Module position with respect to display vs scene ref'd

Why?

I think this is one of the pitfalls of the “Scene-referred” terminology. People build a notion that the picture is a replication of the scene.
Replicating a scene is and will always be impossible. And it really should not be the goal of photography. And it really isn’t desirable, in the end, according to studies and anecdotes.

There is no “ground truth”. There is no “accurate representation”. There is only a picture, as a standalone, on its own.

A painter, sitting “in the scene”, even the ones that focus on photorealism, will attenuate pure colors the same way they get attenuated in film photography. This is not what we experience in real life, however, that is how we look at pictures and understand what is in them.

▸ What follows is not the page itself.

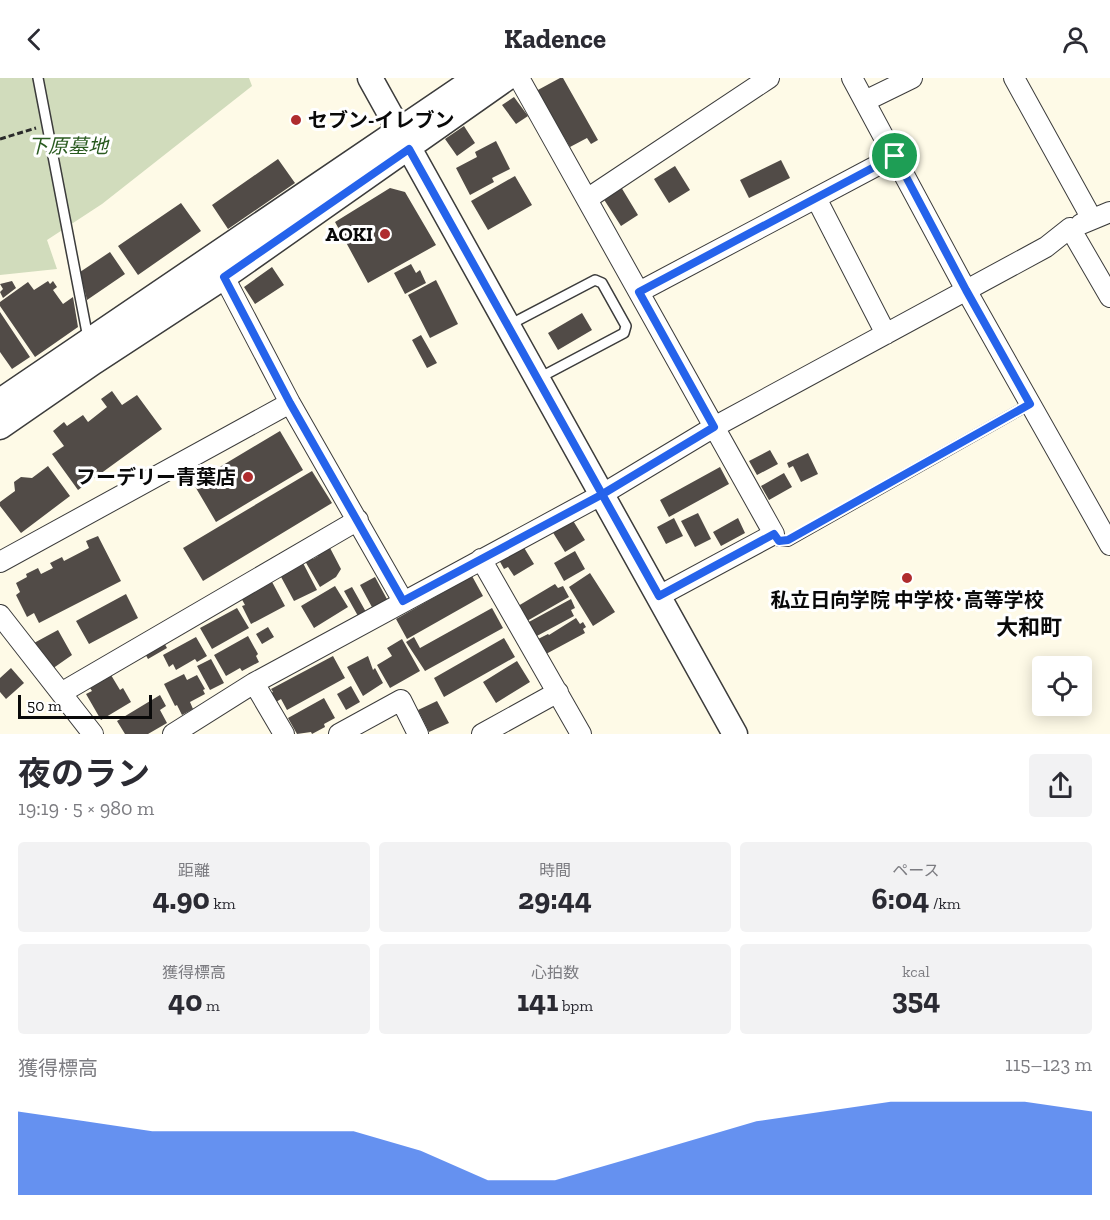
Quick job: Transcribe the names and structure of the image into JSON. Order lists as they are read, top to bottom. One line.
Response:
{"districts":["大和町"],"parks":["下原墓地"],"places":["セブン-イレブン","AOKI","フーデリー青葉店","私立日向学院 中学校･高等学校"],"scale_bar":"50 m","page":{"header":"Kadence","scale":"50 m","heading":["夜のラン","19:19 · 5 × 980 m"],"stats":[["距離","4.90 km"],["時間","29:44"],["ペース","6:04 /km"],["獲得標高","40 m"],["心拍数","141 bpm"],["kcal","354"]],"chart":["獲得標高","115–123 m"]}}
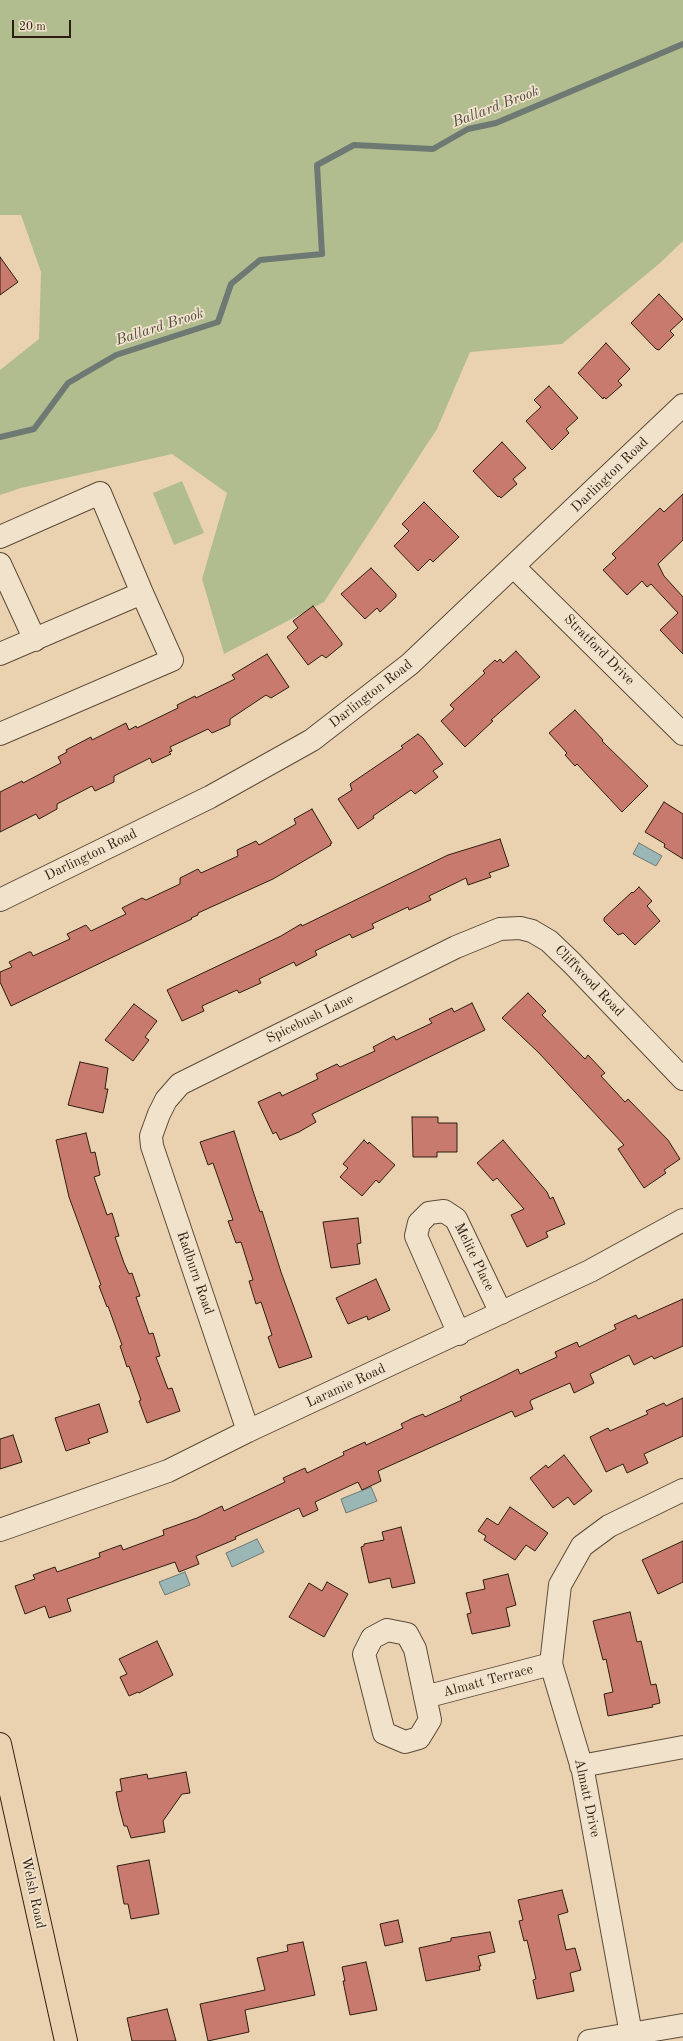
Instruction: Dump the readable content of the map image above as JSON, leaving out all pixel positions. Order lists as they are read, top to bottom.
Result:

There are 0 artworks that are highly-regarded, just because they accurately represented the scene. Even the sculpture of David, a hyper-realistic ‘representation’ of human body isn’t a masterpiece because of that.

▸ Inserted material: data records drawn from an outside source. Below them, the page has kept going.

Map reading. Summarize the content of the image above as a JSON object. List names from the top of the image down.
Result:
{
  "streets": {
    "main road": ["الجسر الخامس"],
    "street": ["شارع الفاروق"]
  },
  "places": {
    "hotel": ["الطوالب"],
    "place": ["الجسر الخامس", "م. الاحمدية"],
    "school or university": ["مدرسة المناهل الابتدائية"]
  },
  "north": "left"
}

If I asked you to present “objectively the best picture in the world”, you would probably fail to do so. And if you could, it sure as heck would not be because it ‘copied the scene most accurately’.

I find it’s helpful to think about a white teapot in a blue-lit, white room. If you take a picture, you have to decide whether the subject of your picture is the blue lighting or that the teapot is white, and balance accordingly. There’s no ground truth, nor accuracy.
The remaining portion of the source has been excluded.